*** MATERIAL PROVIDED

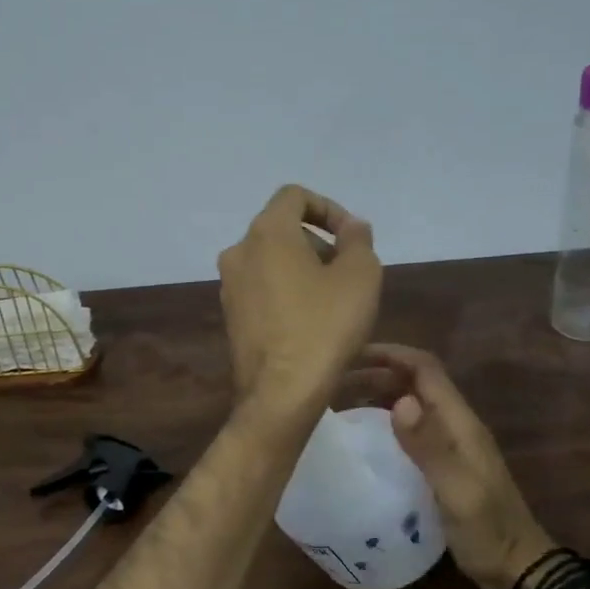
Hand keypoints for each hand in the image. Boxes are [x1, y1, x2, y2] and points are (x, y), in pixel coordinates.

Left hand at [218, 186, 381, 415]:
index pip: (294, 196)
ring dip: (302, 268)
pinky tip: (310, 320)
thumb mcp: (360, 276)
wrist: (281, 392)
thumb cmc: (324, 326)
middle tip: (348, 270)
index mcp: (266, 233)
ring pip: (270, 260)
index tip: (352, 238)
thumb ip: (358, 240)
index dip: (329, 208)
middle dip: (318, 241)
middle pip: (281, 228)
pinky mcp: (230, 316)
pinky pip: (262, 288)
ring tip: (333, 298)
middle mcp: (238, 252)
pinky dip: (285, 291)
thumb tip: (351, 227)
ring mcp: (229, 286)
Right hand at [359, 344, 552, 588]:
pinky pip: (411, 428)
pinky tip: (364, 435)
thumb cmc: (487, 530)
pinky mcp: (442, 463)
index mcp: (460, 422)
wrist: (517, 567)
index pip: (425, 369)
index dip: (390, 354)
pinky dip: (384, 420)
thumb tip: (400, 402)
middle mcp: (455, 424)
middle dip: (376, 372)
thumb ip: (429, 446)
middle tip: (334, 381)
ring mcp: (450, 444)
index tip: (350, 355)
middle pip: (415, 381)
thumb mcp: (457, 490)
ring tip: (340, 402)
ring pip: (411, 402)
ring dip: (378, 394)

******

» ASSIGNED TASK: Apart from the pictures, the whole listing should be reproduced exactly.

» WORKED SOLUTION:
Hand keypoints for each hand in the image. Boxes are [x1, y1, x2, y2] and points are (x, y), in pixel coordinates.

Left hand at [218, 186, 381, 415]:
index pip: (294, 196)
ring dip: (302, 268)
pinky tip: (310, 320)
thumb mcp: (360, 276)
wrist: (281, 392)
thumb cmc: (324, 326)
middle tip: (348, 270)
index mcp: (266, 233)
ring pip: (270, 260)
index tip: (352, 238)
thumb ip: (358, 240)
index dip: (329, 208)
middle dip: (318, 241)
middle pip: (281, 228)
pinky mcp: (230, 316)
pinky pip: (262, 288)
ring tip: (333, 298)
middle mcp: (238, 252)
pinky dip: (285, 291)
thumb tip: (351, 227)
ring mcp: (229, 286)
Right hand at [359, 344, 552, 588]:
pinky pip: (411, 428)
pinky tip: (364, 435)
thumb cmc: (487, 530)
pinky mcp: (442, 463)
index mcp: (460, 422)
wrist: (517, 567)
index pip: (425, 369)
index dip: (390, 354)
pinky dip: (384, 420)
thumb tip: (400, 402)
middle mcp: (455, 424)
middle dip: (376, 372)
thumb ip: (429, 446)
middle tip: (334, 381)
ring mcp: (450, 444)
index tip: (350, 355)
middle pip: (415, 381)
thumb mcp: (457, 490)
ring tip: (340, 402)
ring pip: (411, 402)
ring dip: (378, 394)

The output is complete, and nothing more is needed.